September 14, 2010

I don’t remember if we mentioned this in class or not, but apparently Howl is now a movie and it’s coming out later this month. James Franco plays Ginsberg and the film is set right around his obscenity trial. Here’s a short clip of Franco reading I’m with you in Rockland :

I don’t think the end of part 3 of Howl necessarily suggests a feeling of victory. I feel like Ginsberg and Carl Solomon are reacting against the conventions of mainstream society in the fifties, and perhaps this society is represented in the idea of Rockland in the third part of the poem. It’s true that Rockland was a mental hospital and it’s true that Carl Solomon was clinically depressed (as was probably Ginsberg), but I think Rockland also represents the controlling power of authority in general. Ginsberg and Solomon were defiant of the mainstream ideas of the modern American capitalist society and the power of repression that our government possessed; maybe this idea of fighting against authority is a central idea in Ginsberg’s Rockland.

On the title page of the book Howl, I noticed that Ginsberg has included a brief excerpt from Walt Whitman’s Song of Myself. It reads:

“Unscrew the locks from the doors!

“Unscrew the doors themselves from their jambs!

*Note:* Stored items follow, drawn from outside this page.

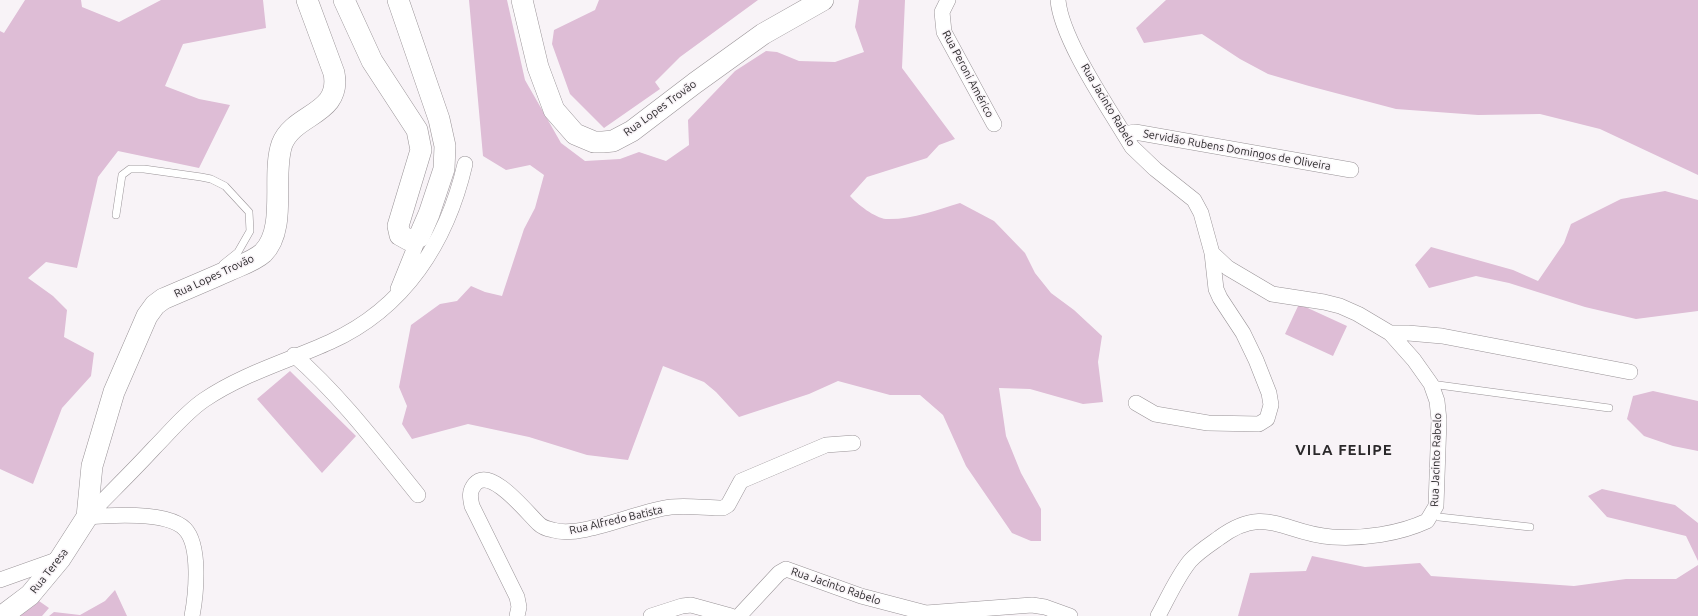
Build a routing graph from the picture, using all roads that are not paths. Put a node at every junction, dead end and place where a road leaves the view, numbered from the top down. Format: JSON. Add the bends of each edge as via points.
{"nodes":[{"id":1,"x":307,"y":0,"type":"edge"},
{"id":2,"x":344,"y":0,"type":"edge"},
{"id":3,"x":398,"y":0,"type":"edge"},
{"id":4,"x":823,"y":0,"type":"edge"},
{"id":5,"x":948,"y":0,"type":"edge"},
{"id":6,"x":1058,"y":0,"type":"edge"},
{"id":7,"x":527,"y":3,"type":"edge"},
{"id":8,"x":994,"y":124,"type":"dead end"},
{"id":9,"x":1124,"y":134,"type":"junction"},
{"id":10,"x":465,"y":164,"type":"dead end"},
{"id":11,"x":1351,"y":170,"type":"dead end"},
{"id":12,"x":116,"y":216,"type":"dead end"},
{"id":13,"x":419,"y":237,"type":"junction"},
{"id":14,"x":1212,"y":252,"type":"junction"},
{"id":15,"x":198,"y":284,"type":"junction"},
{"id":16,"x":394,"y":299,"type":"junction"},
{"id":17,"x":1390,"y":333,"type":"junction"},
{"id":18,"x":294,"y":355,"type":"junction"},
{"id":19,"x":1630,"y":372,"type":"dead end"},
{"id":20,"x":1431,"y":384,"type":"junction"},
{"id":21,"x":1136,"y":402,"type":"dead end"},
{"id":22,"x":1609,"y":408,"type":"dead end"},
{"id":23,"x":853,"y":443,"type":"dead end"},
{"id":24,"x":418,"y":495,"type":"dead end"},
{"id":25,"x":1434,"y":513,"type":"junction"},
{"id":26,"x":87,"y":517,"type":"junction"},
{"id":27,"x":1530,"y":527,"type":"dead end"},
{"id":28,"x":60,"y":559,"type":"junction"},
{"id":29,"x":0,"y":580,"type":"edge"},
{"id":30,"x":925,"y":614,"type":"edge"},
{"id":31,"x":2,"y":616,"type":"edge"},
{"id":32,"x":192,"y":616,"type":"edge"},
{"id":33,"x":517,"y":616,"type":"edge"},
{"id":34,"x":652,"y":616,"type":"edge"},
{"id":35,"x":730,"y":616,"type":"edge"},
{"id":36,"x":739,"y":616,"type":"edge"},
{"id":37,"x":1070,"y":616,"type":"edge"},
{"id":38,"x":1158,"y":616,"type":"edge"}],
"edges":[{"from":1,"to":15,"type":"main road","name":"Rua Lopes Trovão","via":[[334,73],[336,83],[333,94],[327,105],[290,130],[284,139],[277,162],[275,225],[271,241],[263,253]]},
{"from":2,"to":13,"type":"main road","via":[[372,61],[417,130],[421,150],[398,226],[400,235],[409,240]]},
{"from":3,"to":13,"type":"main road","via":[[439,119],[445,146],[444,169]]},
{"from":4,"to":7,"type":"main road","name":"Rua Lopes Trovão","via":[[763,34],[632,131],[613,141],[603,142],[594,142],[575,134],[554,110],[538,67]]},
{"from":5,"to":8,"type":"street","name":"Rua Peroni Américo","via":[[942,12],[944,32]]},
{"from":6,"to":9,"type":"street","name":"Rua Jacinto Rabelo","via":[[1066,32]]},
{"from":9,"to":11,"type":"street","name":"Servidão Rubens Domingos de Oliveira","via":[[1135,132]]},
{"from":9,"to":14,"type":"street","name":"Rua Jacinto Rabelo","via":[[1138,153],[1194,200],[1201,213]]},
{"from":10,"to":16,"type":"street","via":[[457,193],[437,242],[419,270]]},
{"from":12,"to":15,"type":"lane","via":[[122,175],[130,169],[144,168],[201,177],[225,186],[249,212],[250,231],[238,252]]},
{"from":13,"to":16,"type":"street"},
{"from":14,"to":17,"type":"street","name":"Rua Jacinto Rabelo","via":[[1228,268],[1272,294],[1340,306]]},
{"from":14,"to":21,"type":"street","via":[[1216,289],[1243,333],[1269,393],[1271,405],[1267,419],[1259,424],[1194,422],[1155,414]]},
{"from":15,"to":26,"type":"main road","name":"Rua Lopes Trovão","via":[[163,299],[147,316],[114,392],[92,466]]},
{"from":16,"to":18,"type":"street","via":[[378,315],[359,327],[330,342]]},
{"from":17,"to":19,"type":"street","via":[[1442,336]]},
{"from":17,"to":20,"type":"street","name":"Rua Jacinto Rabelo"},
{"from":18,"to":24,"type":"street","via":[[319,377]]},
{"from":18,"to":26,"type":"street","via":[[224,387],[203,400],[183,417]]},
{"from":20,"to":22,"type":"lane"},
{"from":20,"to":25,"type":"street","name":"Rua Jacinto Rabelo","via":[[1437,400],[1439,420]]},
{"from":23,"to":33,"type":"street","name":"Rua Alfredo Batista","via":[[826,445],[741,481],[728,505],[723,508],[671,507],[573,532],[554,531],[540,525],[496,484],[490,480],[478,481],[472,487],[469,496],[517,597]]},
{"from":25,"to":27,"type":"lane","via":[[1439,517]]},
{"from":25,"to":38,"type":"street","name":"Rua Jacinto Rabelo","via":[[1420,524],[1374,536],[1331,537],[1262,521],[1240,524],[1192,559]]},
{"from":26,"to":28,"type":"main road","name":"Rua Teresa"},
{"from":26,"to":32,"type":"street","via":[[114,514],[144,516],[175,521],[186,530],[195,551],[196,595]]},
{"from":28,"to":29,"type":"street"},
{"from":28,"to":31,"type":"main road","name":"Rua Teresa","via":[[30,595]]},
{"from":30,"to":36,"type":"street","name":"Rua Jacinto Rabelo","via":[[861,596],[786,569],[779,573]]},
{"from":30,"to":37,"type":"street","name":"Rua Jacinto Rabelo","via":[[1032,605]]},
{"from":34,"to":35,"type":"street","via":[[691,605]]}]}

I have always interpreted this line as Whitman wanting America to see the equality  of all people (including women and homosexuals and slaves). For his time Whitman was a very radical thinker: he openly wrote that he helped an escaped fugitive slave; he wrote passages of pretty clear homo-eroticism, and he argued that the beauty of the human body and form was equal in both sexes. Whitman wanted to give a voice to those who were repressed in American society, and I think that Ginsberg wants to follow in the same vein by voicing the plight and struggle of people in his generation who rebel against the conventions of 1950’s mainstream American society. “Howl,” the title itself suggests an animalistic  cry for freedom from this restrictive society.

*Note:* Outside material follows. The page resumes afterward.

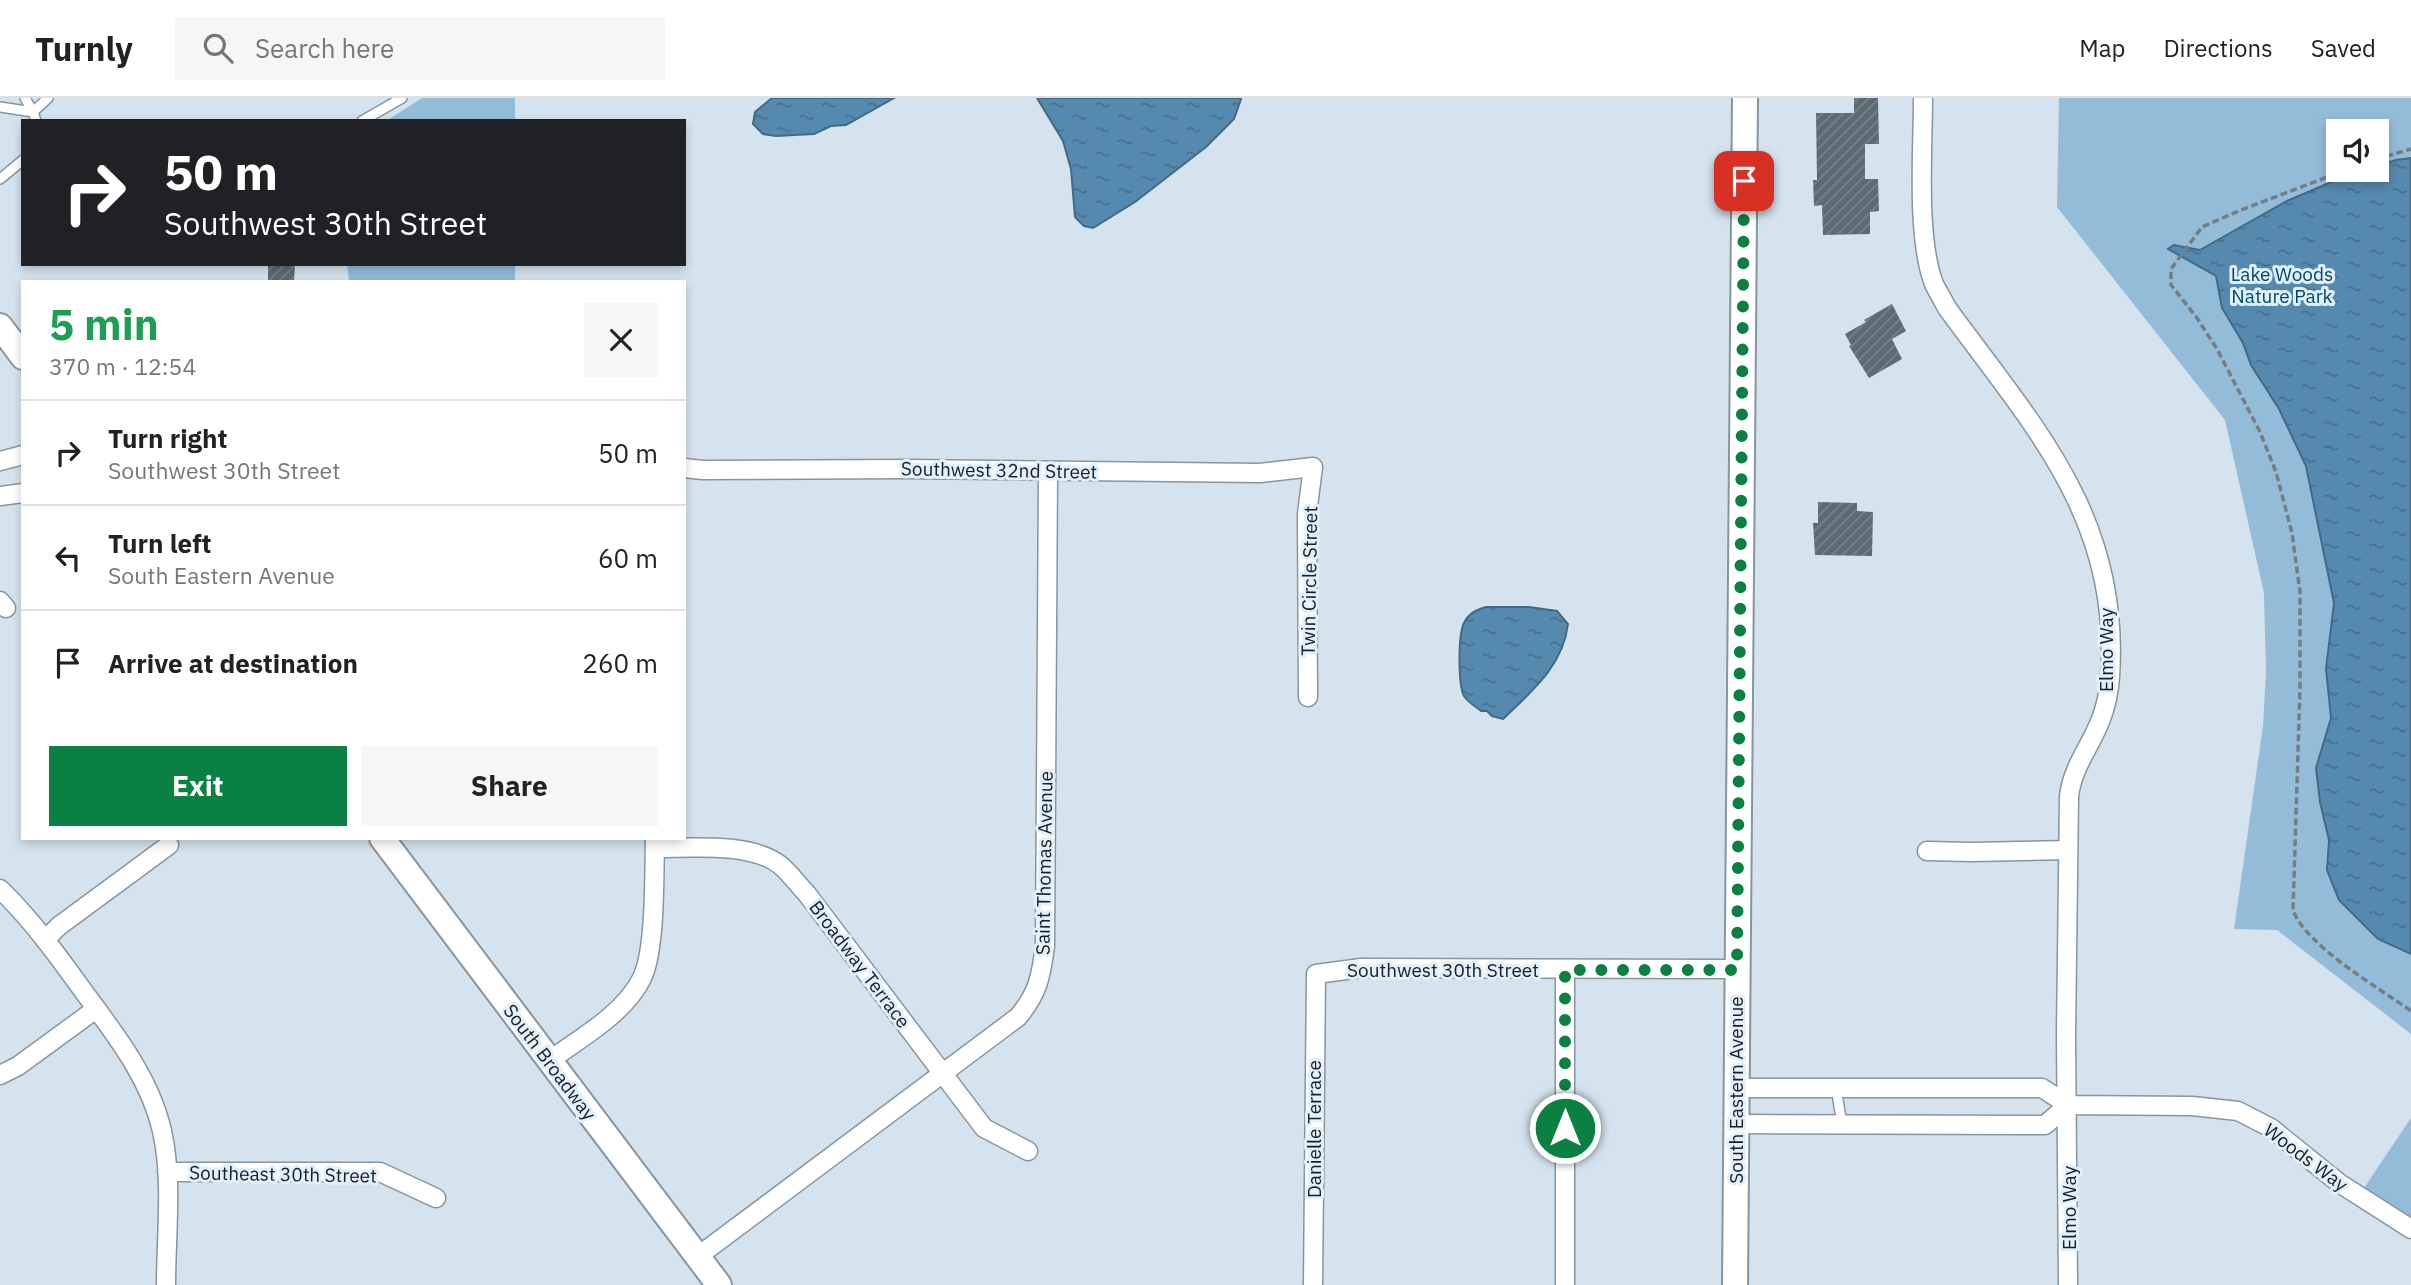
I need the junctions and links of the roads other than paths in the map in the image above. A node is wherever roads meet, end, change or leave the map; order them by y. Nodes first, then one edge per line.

But I don’t think there is ever a real victory attained or anything won; there is only the solace in fighting and the realization of human companionship and connection during this struggle against authority.  For Ginsberg, perhaps this feeling of solace comes in the freedom of the soul: “we wake up electrified out of the coma/by our own soul’s airplanes roaring over the/ roof they’ve come to drop angelic bombs the/ hospital illuminates itself  imaginary walls collapse (26).” While this passage certainly is suggestive of a victory, i think that it more-so represents Ginsberg having a vision. Otherwise, wouldn’t he have chosen to end his poem here, with the suggestion of real freedom? Instead the very next line is: “I’m with you in Rockland.” The very last line is suggestive of a connection Ginsberg feels to Solomon and perhaps to all his fellow non-conformists in their struggle against conventional authority.